A trading journal is the most underrated tool in investing. It is simply a logbook of all your trades: what you bought, why, when, and how it turned out. It sounds boring, but it is the difference between investors who repeat their mistakes and investors who learn from them.
Why a journal?
Most investors overestimate their good trades and forget their bad ones. After a year of investing, you no longer remember why you took that one trade or what went wrong with the other. Without a journal, you do not build knowledge. You repeat patterns without recognising them.
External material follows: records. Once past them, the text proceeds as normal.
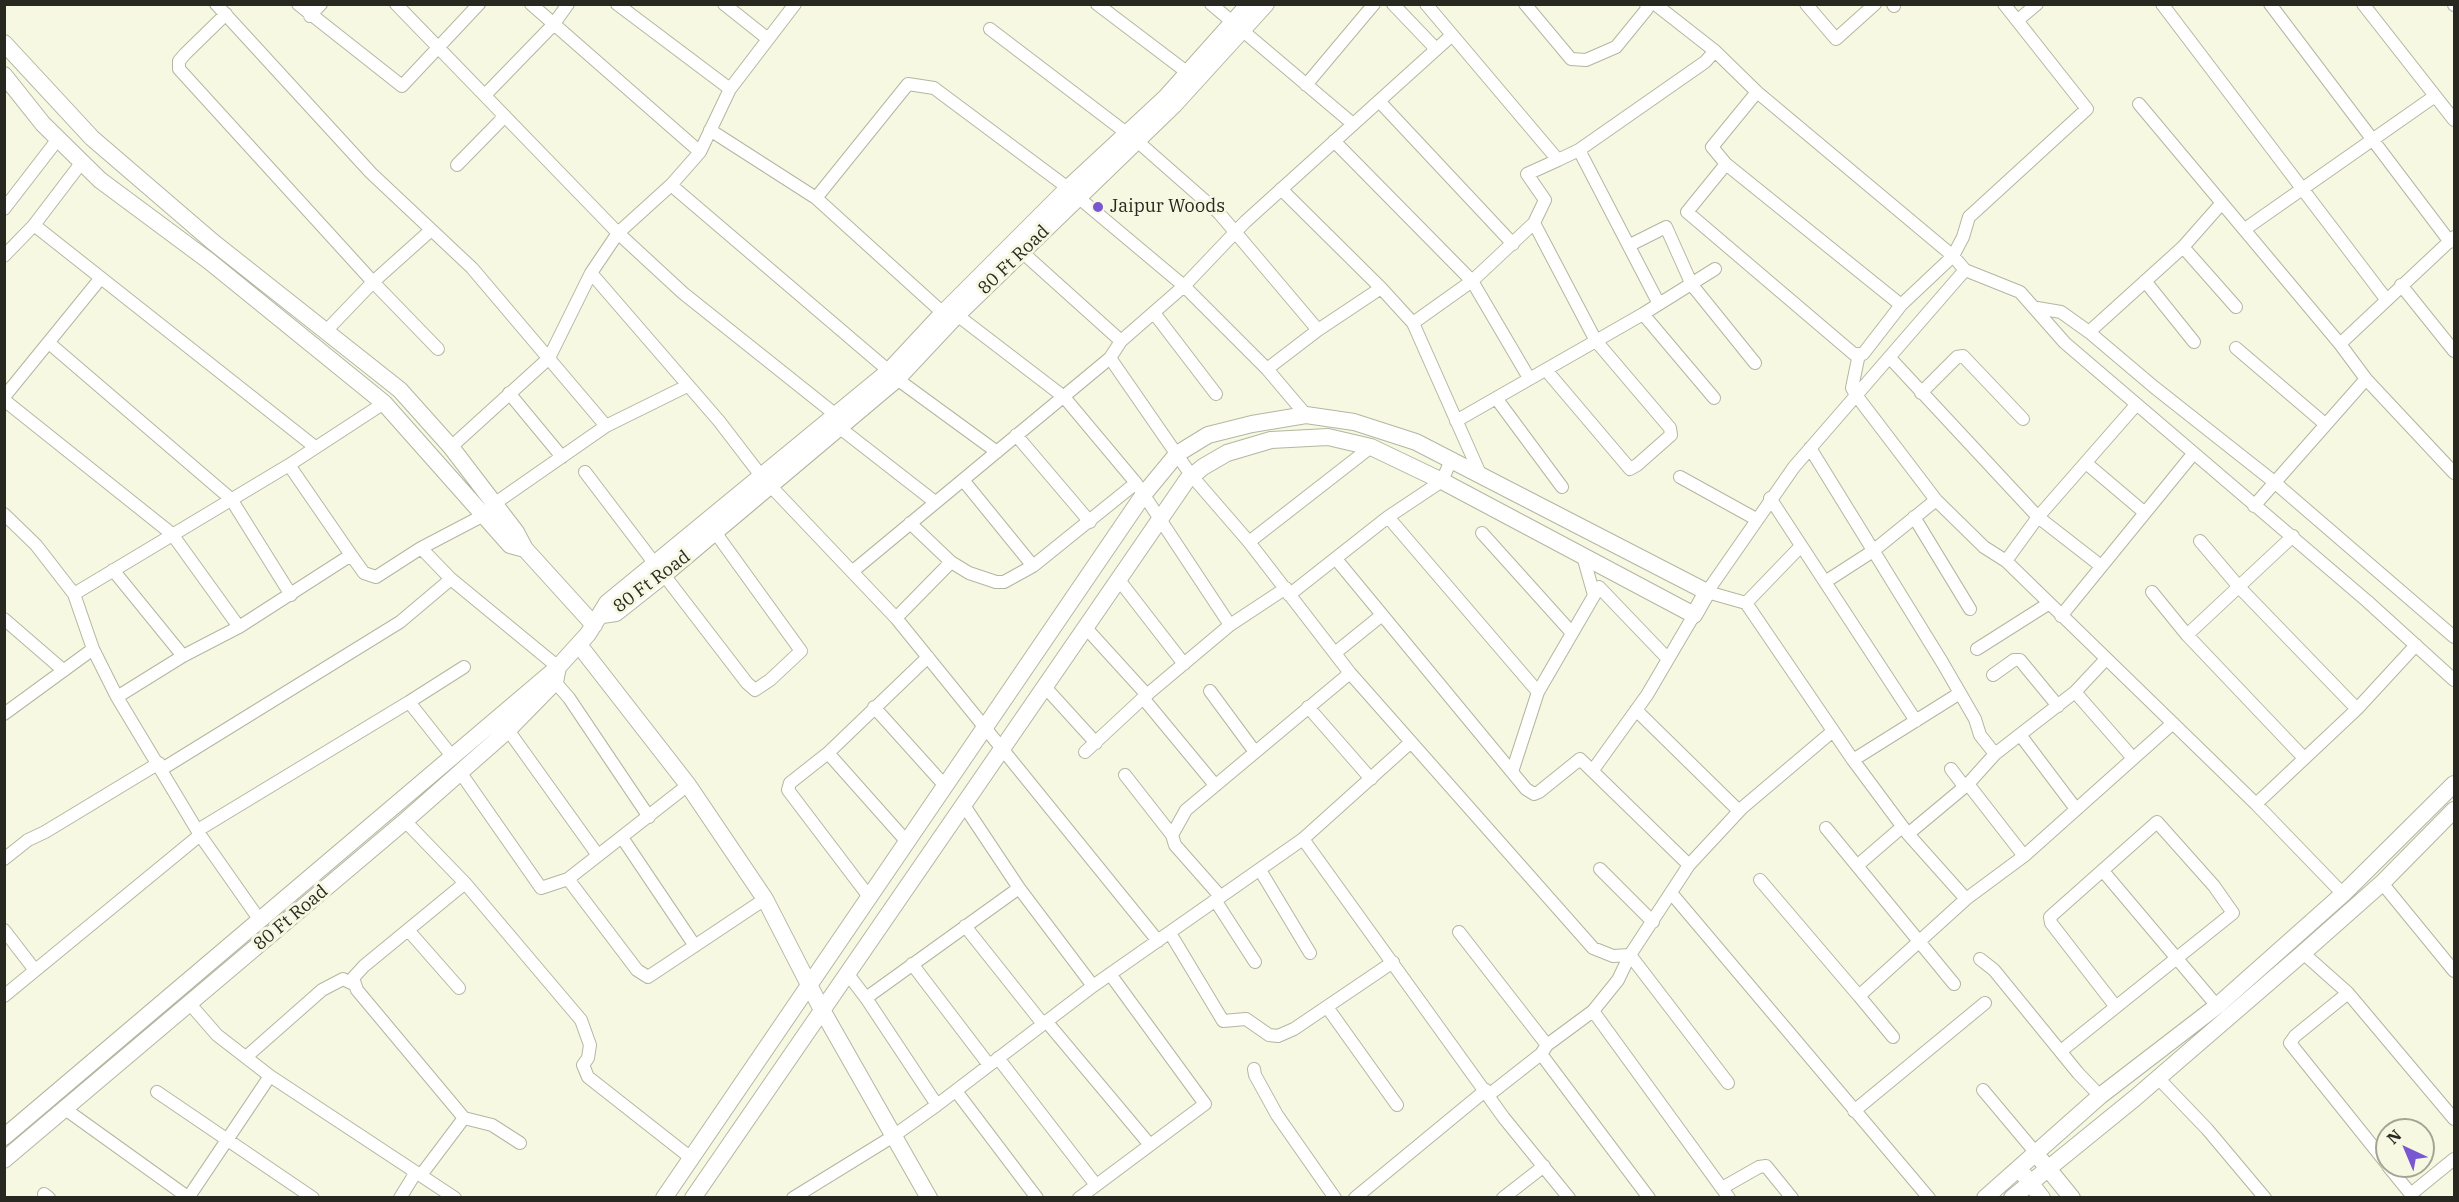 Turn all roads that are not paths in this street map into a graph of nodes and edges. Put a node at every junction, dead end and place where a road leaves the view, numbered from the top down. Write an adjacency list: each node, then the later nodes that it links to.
1 (298, 4): 28 (street)
2 (321, 4): 28 (street)
3 (396, 4): 36 (street)
4 (479, 4): 36 (street)
5 (531, 4): 30 (street)
6 (568, 4): 30 (street)
7 (617, 4): 42 (street)
8 (724, 4): 34 (street)
9 (795, 4): 34 (street)
10 (1097, 4): 39 (street)
11 (1211, 4): 31 (street)
12 (1249, 4): 31 (street, 80 Ft Road)
13 (1266, 4): 31 (street, 80 Ft Road)
14 (1374, 4): 41 (street)
15 (1393, 4): 37 (street)
16 (1425, 4): 33 (street)
17 (1525, 4): 18 (street)
18 (1646, 4)
19 (1655, 4): 38 (street)
20 (1806, 4): 21 (street)
21 (1875, 4)
22 (2004, 4): 29 (street)
23 (2037, 4): 29 (street)
24 (2162, 4): 63 (street)
25 (2270, 4): 55 (street)
26 (2363, 4): 45 (street)
27 (221, 9): 72 (street); 88 (street)
28 (310, 16): 36 (street)
29 (2018, 20): 80 (street)
30 (553, 25): 44 (street); 57 (street)
31 (1236, 27): 39 (street, 80 Ft Road); 41 (street); 52 (street, 80 Ft Road)
32 (990, 29): 52 (street)
33 (1451, 36): 37 (street); 58 (street)
34 (768, 39): 42 (street)
35 (4, 43): 103 (street)
36 (440, 48): 44 (street)
37 (1436, 49): 46 (street)
38 (1715, 51): 43 (street); 56 (street)
39 (1188, 73): 52 (street, 80 Ft Road)
40 (4, 75): 53 (street)
41 (1306, 85): 50 (street)
42 (730, 89): 51 (street)
43 (1757, 92): 60 (street); 80 (street)
44 (485, 95): 48 (street)
45 (2434, 96): 49 (street); 55 (street)
46 (1379, 101): 50 (street); 76 (street)
47 (2139, 104): 67 (street)
48 (505, 116): 61 (street); 74 (street)
49 (2454, 120)
50 (1353, 124): 54 (street)
51 (710, 130): 57 (street); 66 (street)
52 (1132, 137): 65 (street, 80 Ft Road); 73 (street)
53 (58, 139): 59 (street); 68 (street)
54 (1334, 141): 64 (street); 86 (street)
55 (2372, 141): 63 (street); 75 (street)
56 (1579, 150): 58 (street); 77 (street)
57 (700, 152): 62 (street)
58 (1558, 160): 69 (street)
59 (82, 162): 70 (street); 132 (street)
60 (1726, 164): 95 (street); 113 (street)
61 (457, 165)
62 (671, 185): 74 (street); 120 (street)
63 (2301, 188): 71 (street); 93 (street)
64 (1281, 189): 73 (street); 92 (street)
65 (1073, 193): 66 (street); 79 (street, 80 Ft Road); 91 (street); 99 (street, 80 Ft Road)
66 (816, 198): 99 (street)
67 (2222, 204): 71 (street); 78 (street)
68 (4, 208)
69 (1534, 224): 76 (street); 106 (street)
70 (34, 225): 81 (street); 85 (street)
71 (2245, 229): 109 (street)
72 (430, 231): 88 (street); 114 (street)
73 (1235, 232): 91 (street); 102 (street)
74 (618, 233): 84 (street); 136 (street)
75 (2452, 239): 90 (street)
76 (1513, 244): 86 (street)
77 (1630, 245): 89 (street); 94 (street)
78 (2183, 247): 87 (street); 96 (street)
79 (1022, 252): 99 (street, 80 Ft Road); 105 (street)
80 (1953, 255): 83 (street); 95 (street)
81 (4, 256)
82 (1715, 269): 89 (street)
83 (1965, 270): 97 (street); 116 (street)
84 (591, 273): 114 (street); 123 (street)
85 (100, 279): 108 (street); 141 (street)
86 (1472, 281): 101 (street); 121 (street)
87 (2145, 281): 104 (street); 107 (street)
88 (373, 282): 103 (street); 111 (street)
89 (1692, 285): 94 (street); 117 (street)
90 (2401, 285): 93 (street); 112 (street)
91 (1184, 286): 98 (street); 118 (street)
92 (1381, 288): 101 (street); 102 (street)
93 (2386, 299): 109 (street)
94 (1659, 304): 100 (street)
95 (1901, 305): 113 (street)
96 (2236, 307)
97 (2037, 308): 104 (street); 133 (street)
98 (1154, 313): 105 (street); 126 (street)
99 (950, 314): 120 (street, 80 Ft Road); 128 (street)
100 (1643, 314): 106 (street); 131 (street)
101 (1413, 323): 137 (street)
102 (1318, 330): 118 (street)
103 (326, 331): 142 (street)
104 (2089, 332): 159 (street)
105 (1121, 341): 115 (street)
106 (1596, 341): 119 (street); 119 (street)
107 (2194, 342)
108 (49, 343): 129 (street); 164 (street)
109 (2340, 344): 122 (street)
110 (2236, 348): 138 (street)
111 (438, 349)
112 (2454, 351)
113 (1859, 354): 127 (street)
114 (549, 358): 124 (street); 139 (street)
115 (1110, 358): 128 (street); 146 (street)
116 (1890, 358): 125 (street); 127 (street)
117 (1755, 363)
118 (1267, 369): 134 (street)
119 (1546, 370): 121 (street)
120 (893, 375): 136 (street, 80 Ft Road); 145 (street)
121 (1529, 378): 130 (street)
122 (2366, 378): 138 (street); 152 (street)
123 (687, 386): 139 (street); 160 (street)
124 (509, 393): 142 (street); 148 (street)
125 (1921, 393): 135 (street); 173 (street)
126 (1216, 394)
127 (1856, 395): 144 (street); 165 (street)
128 (1064, 397): 140 (street); 162 (street)
129 (4, 398): 180 (street)
130 (1496, 398): 137 (street); 161 (street)
131 (1714, 398)
132 (384, 403): 141 (street); 168 (street)
133 (2136, 405): 147 (street); 150 (street)
134 (1306, 416): 146 (street); 149 (street)
135 (2023, 419)
136 (838, 421): 160 (street, 80 Ft Road); 166 (street)
137 (1456, 422): 155 (street)
138 (2325, 424): 159 (street)
139 (606, 426): 148 (street)
140 (1016, 435): 145 (street); 175 (street)
141 (315, 447): 151 (street)
142 (451, 447): 168 (street)
143 (1371, 447): 154 (street); 158 (street); 183 (street)
144 (1810, 448): 163 (street); 186 (street)
145 (997, 452): 157 (street)
146 (1177, 454): 154 (street); 162 (street)
147 (2193, 454): 167 (street); 169 (street)
148 (562, 457): 168 (street)
149 (1451, 460): 155 (street); 158 (street)
150 (2085, 463): 169 (street); 173 (street)
151 (289, 465): 164 (street); 187 (street)
152 (2452, 465)
153 (585, 472): 195 (street)
154 (1191, 475): 176 (street); 183 (street)
155 (1481, 476): 202 (street)
156 (1680, 477): 174 (street)
157 (963, 480): 166 (street); 192 (street)
158 (1442, 481): 171 (street); 188 (street)
159 (2274, 481): 167 (street); 221 (street)
160 (766, 482): 178 (street, 80 Ft Road); 195 (street, 80 Ft Road); 196 (street)
161 (1562, 487)
162 (1140, 489): 175 (street); 176 (street); 254 (street)
163 (1770, 498): 174 (street); 184 (street)
164 (231, 499): 180 (street); 205 (street)
165 (1936, 500): 172 (street); 190 (street)
166 (934, 502): 177 (street)
167 (2254, 506): 181 (street)
168 (489, 509): 185 (street); 215 (street)
169 (2145, 513): 193 (street)
170 (4, 514): 204 (street)
171 (1388, 517): 189 (street); 240 (street)
172 (1914, 517): 186 (street); 209 (street)
173 (2038, 517): 190 (street); 193 (street)
174 (1756, 519): 202 (street)
175 (1090, 522): 192 (street)
176 (1160, 522): 198 (street); 216 (street)
177 (910, 523): 191 (street); 196 (street)
178 (715, 532): 195 (street, 80 Ft Road); 195 (street)
179 (1482, 533): 219 (street)
180 (172, 534): 194 (street); 217 (street)
181 (2293, 536): 200 (street); 223 (street)
182 (2200, 541): 200 (street)
183 (1249, 542): 201 (street)
184 (1801, 546): 199 (street); 207 (street)
185 (421, 548): 187 (street); 197 (street)
186 (1873, 551): 199 (street); 242 (street)
187 (351, 555): 205 (street)
188 (1583, 556): 206 (street); 211 (street)
189 (1335, 559): 201 (street); 210 (street)
190 (2006, 561): 208 (street)
191 (951, 562): 192 (street); 213 (street)
192 (1033, 566)
193 (2101, 566): 212 (street)
194 (113, 570): 204 (street); 227 (street)
195 (659, 570): 215 (street, 80 Ft Road)
196 (853, 571): 213 (street)
197 (451, 579): 235 (street); 269 (street)
198 (1119, 580): 218 (street); 231 (street)
199 (1825, 582): 252 (street)
200 (2239, 587): 220 (street); 249 (street)
201 (1287, 592): 216 (street); 226 (street)
202 (1707, 592): 207 (street); 211 (street)
203 (2152, 592): 220 (street)
204 (74, 594): 224 (street)
205 (291, 595): 217 (street)
206 (1594, 595): 219 (street); 229 (street)
207 (1746, 603): 256 (street)
208 (2048, 604): 212 (street); 225 (street)
209 (1970, 609)
210 (1382, 615): 226 (street); 273 (street)
211 (1694, 615): 229 (street)
212 (2061, 616): 230 (street)
213 (896, 618): 228 (street)
214 (4, 619): 233 (street)
215 (598, 620): 222 (street)
216 (1230, 625): 231 (street)
217 (239, 627): 227 (street)
218 (1086, 628): 238 (street); 244 (street)
219 (1572, 633): 240 (street)
220 (2187, 635): 267 (street)
221 (2454, 637)
222 (579, 645): 235 (street); 277 (street)
223 (2416, 645): 237 (street); 249 (street)
224 (93, 649): 233 (street); 243 (street)
225 (1977, 649)
226 (1335, 653): 234 (street)
227 (183, 656): 243 (street)
228 (928, 657): 247 (street); 254 (street)
229 (1668, 659): 250 (street)
230 (2106, 659): 241 (street); 253 (street)
231 (1184, 664): 244 (street)
232 (464, 667): 245 (street)
233 (63, 670): 251 (street)
234 (1350, 673): 248 (street); 258 (street)
235 (556, 674): 255 (street, 80 Ft Road); 265 (street, 80 Ft Road); 286 (street)
236 (1993, 675): 246 (street)
237 (2454, 680)
238 (1045, 687): 259 (street); 260 (street)
239 (1210, 691): 262 (street)
240 (1538, 692): 273 (street)
241 (2075, 692): 246 (street); 266 (street)
242 (1960, 693): 252 (street); 264 (street)
243 (117, 697): 269 (street)
244 (1145, 697): 259 (street); 278 (street)
245 (409, 702): 265 (street); 290 (street)
246 (2058, 706): 257 (street)
247 (874, 707): 263 (street); 280 (street)
248 (1308, 707): 262 (street); 275 (street)
249 (2357, 709): 267 (street)
250 (1636, 710): 271 (street); 285 (street)
251 (5, 714)
252 (1916, 721): 268 (street)
253 (2173, 723): 266 (street); 282 (street)
254 (987, 729): 260 (street); 280 (street)
255 (508, 730): 272 (street, 80 Ft Road); 295 (street)
256 (1833, 731): 268 (street); 285 (street)
257 (2020, 736): 264 (street); 283 (street)
258 (1411, 742): 275 (street); 326 (street)
259 (1096, 743): 261 (street)
260 (1004, 748): 281 (street); 321 (street)
261 (1086, 752)
262 (1255, 752): 278 (street)
263 (828, 753): 294 (street); 310 (street)
264 (1995, 754): 279 (street)
265 (452, 755): 314 (street, 80 Ft Road)
266 (2132, 757): 283 (street)
267 (2304, 758): 282 (street)
268 (1853, 760): 289 (street)
269 (161, 766): 290 (street); 297 (street)
270 (1951, 769): 279 (street)
271 (1593, 770): 273 (street); 298 (street)
272 (460, 772): 287 (street, 80 Ft Road); 303 (street)
273 (1512, 772)
274 (1125, 775): 291 (street)
275 (1371, 779): 293 (street)
276 (2454, 784): 309 (street)
277 (688, 785): 286 (street); 312 (street)
278 (1215, 785): 291 (street)
279 (1966, 785): 289 (street); 296 (street)
280 (946, 787): 294 (street)
281 (963, 804): 307 (street); 334 (street)
282 (2256, 804): 309 (street)
283 (2076, 809): 296 (street)
284 (2454, 810): 306 (street)
285 (1738, 812): 298 (street)
286 (649, 817): 292 (street)
287 (405, 821): 305 (street); 346 (street, 80 Ft Road)
288 (1826, 828): 299 (street)
289 (1905, 831): 299 (street); 313 (street)
290 (199, 833): 314 (street); 332 (street)
291 (1173, 835): 311 (street)
292 (623, 839): 295 (street); 323 (street)
293 (1303, 839): 301 (street); 330 (street)
294 (908, 843): 310 (street)
295 (597, 854): 303 (street)
296 (2024, 856): 313 (street)
297 (4, 859)
298 (1689, 865): 308 (street)
299 (1858, 865): 322 (street)
300 (1600, 869): 315 (street)
301 (1260, 870): 311 (street); 324 (street)
302 (2103, 871): 328 (street); 328 (street); 349 (street)
303 (567, 879): 323 (street)
304 (1760, 880): 343 (street)
305 (465, 883): 318 (street); 380 (street)
306 (2382, 883): 325 (street); 333 (street)
307 (1018, 888): 316 (street); 339 (street)
308 (1672, 894): 315 (street); 370 (street)
309 (2343, 894): 348 (street)
310 (870, 898): 336 (street)
311 (1218, 898): 320 (street); 329 (street)
312 (765, 899): 323 (street); 336 (street)
313 (1966, 899): 322 (street)
314 (260, 919): 373 (street, 80 Ft Road)
315 (1653, 922): 326 (street)
316 (965, 926): 331 (street); 352 (street)
317 (4, 930): 332 (street)
318 (408, 930): 338 (street); 340 (street)
319 (1459, 932): 354 (street)
320 (1170, 933): 321 (street); 347 (street)
321 (1158, 941): 335 (street)
322 (1920, 942): 337 (street); 343 (street)
323 (695, 946)
324 (1310, 953)
325 (2303, 953): 341 (street); 360 (street)
326 (1630, 954): 351 (street); 361 (street)
327 (1980, 959): 355 (street)
328 (2176, 960): 348 (street); 349 (street)
329 (1255, 962)
330 (1393, 962): 347 (street); 365 (street)
331 (912, 964): 344 (street); 357 (street)
332 (34, 969): 342 (street)
333 (2454, 971)
334 (847, 973): 344 (street); 350 (street)
335 (1110, 974): 339 (street); 377 (street)
336 (810, 984): 350 (street); 380 (street)
337 (1954, 984)
338 (355, 985): 356 (street); 371 (street)
339 (1093, 986): 352 (street)
340 (459, 988)
341 (2348, 993): 372 (street); 378 (street)
342 (4, 996)
343 (1859, 996): 353 (street)
344 (866, 998): 367 (street)
345 (1985, 1003): 370 (street)
346 (190, 1004): 356 (street); 369 (street, 80 Ft Road)
347 (1327, 1006): 368 (street)
348 (2217, 1006): 366 (street)
349 (2116, 1007): 355 (street)
350 (822, 1010): 374 (street); 398 (street)
351 (1593, 1011): 354 (street); 390 (street)
352 (1045, 1022): 357 (street); 377 (street)
353 (1893, 1037)
354 (1544, 1049): 365 (street); 407 (street)
355 (2061, 1051): 366 (street)
356 (246, 1057): 359 (street)
357 (994, 1062): 363 (street); 389 (street)
358 (1254, 1068): 403 (street)
359 (270, 1076): 375 (street); 386 (street)
360 (2158, 1078): 385 (street); 414 (street)
361 (1728, 1083)
362 (1983, 1090): 379 (street)
363 (956, 1091): 367 (street); 401 (street)
364 (157, 1092): 375 (street)
365 (1488, 1092): 383 (street); 404 (street)
366 (2100, 1096): 379 (street)
367 (937, 1105): 374 (street)
368 (1397, 1105)
369 (65, 1109): 382 (street, 80 Ft Road); 393 (street)
370 (1854, 1111): 409 (street)
371 (464, 1118): 376 (street); 386 (street)
372 (2454, 1119)
373 (4, 1137)
374 (892, 1137): 391 (street); 400 (street)
375 (227, 1139): 393 (street); 394 (street)
376 (520, 1143)
377 (1149, 1145): 389 (street)
378 (2375, 1149)
379 (2035, 1152): 384 (street); 385 (street)
380 (691, 1158): 397 (street)
381 (2454, 1159): 392 (street)
382 (4, 1160)
383 (1544, 1166): 405 (street); 406 (street)
384 (2018, 1168): 388 (street); 410 (street)
385 (2048, 1168): 388 (street); 413 (street)
386 (419, 1174): 395 (street); 396 (street)
387 (2398, 1178): 392 (street)
388 (2031, 1183): 411 (street); 412 (street)
389 (1095, 1185): 402 (street)
390 (1726, 1193): 408 (street)
391 (808, 1194): 399 (street)
392 (2413, 1196)
393 (189, 1197)
394 (314, 1197)
395 (400, 1197)
396 (454, 1197)
397 (664, 1197)
398 (693, 1197)
399 (792, 1197)
400 (929, 1197)
401 (1037, 1197)
402 (1079, 1197)
403 (1335, 1197)
404 (1355, 1197)
405 (1503, 1197)
406 (1569, 1197)
407 (1649, 1197)
408 (1792, 1197)
409 (1929, 1197)
410 (1985, 1197)
411 (2012, 1197)
412 (2042, 1197)
413 (2072, 1197)
414 (2265, 1197)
A journal forces you to be honest with yourself. It exposes where you systematically make mistakes: entering too early, exiting too late, taking positions that are too large, or trading on emotion instead of your plan.
What do you write down?
For every trade you record:
- Date and time of entry and exit
- Instrument: which stock, ETF or crypto
- Direction: long or short
- Entry price and the reason why you entered at that exact moment
- Stop-loss and profit target determined in advance
- Position size and the percentage of your capital that you risked
- The setup: what signals were there? What technical or fundamental arguments?
- Result: profit or loss, both in euros and in percentage
- What you felt: were you confident, anxious, eager, hesitant?
- What you would change: looking back, would you take the same trade again?
The emotional component
The most valuable information in a journal is not the price or the result. It is your emotions. Over time you discover patterns:
- Do you take larger positions after a winning streak? That is greed.
- Do you skip setups after a loss? That is fear.
- Do you move your stop-loss because you "just know" it will work out? That is hope, not analysis.
- Do you take trades that are not in your plan because you are afraid of missing out? That is FOMO.
The more algorithmically you think about the investment process, the less emotion you bring into it, and the better you perform. A journal is the first step towards that disciplined approach.
Evaluating
Keeping a journal is only half the work. The other half is evaluating periodically. Schedule at least once a month a moment to read through and analyse your journal:
- Which setups yielded the most?
- Which setups lost the most often?
- Did you stick to your plan, or did you deviate?
- Was your position size consistent with your risk management?
- Are there situations where you consistently make the wrong decision?
Based on this analysis, you adjust your plan. Not based on feeling, but based on data. Your own data.
How to keep track?
The medium does not matter. Use whatever works for you:
- A spreadsheet (Excel or Google Sheets) is the most flexible and lets you filter and sort later
- A notebook works if you prefer writing by hand
- Specialised apps like Edgewonk or TraderVue offer extra analysis features
The most important thing is that you do it, consistently and honestly. A journal that you only fill in after profitable trades has no value. It is precisely the losing trades that contain the lessons.
The secret
Ask a professional trader what sets them apart from an amateur, and the answer is rarely "a better indicator" or "more knowledge". It is discipline, self-awareness and the ability to not repeat mistakes. A trading journal is the tool that develops all three.
You do not have to do everything perfectly. You just have to make the same mistake a little less often each month. Over time, that is the difference between an investor who makes it and one who gives up.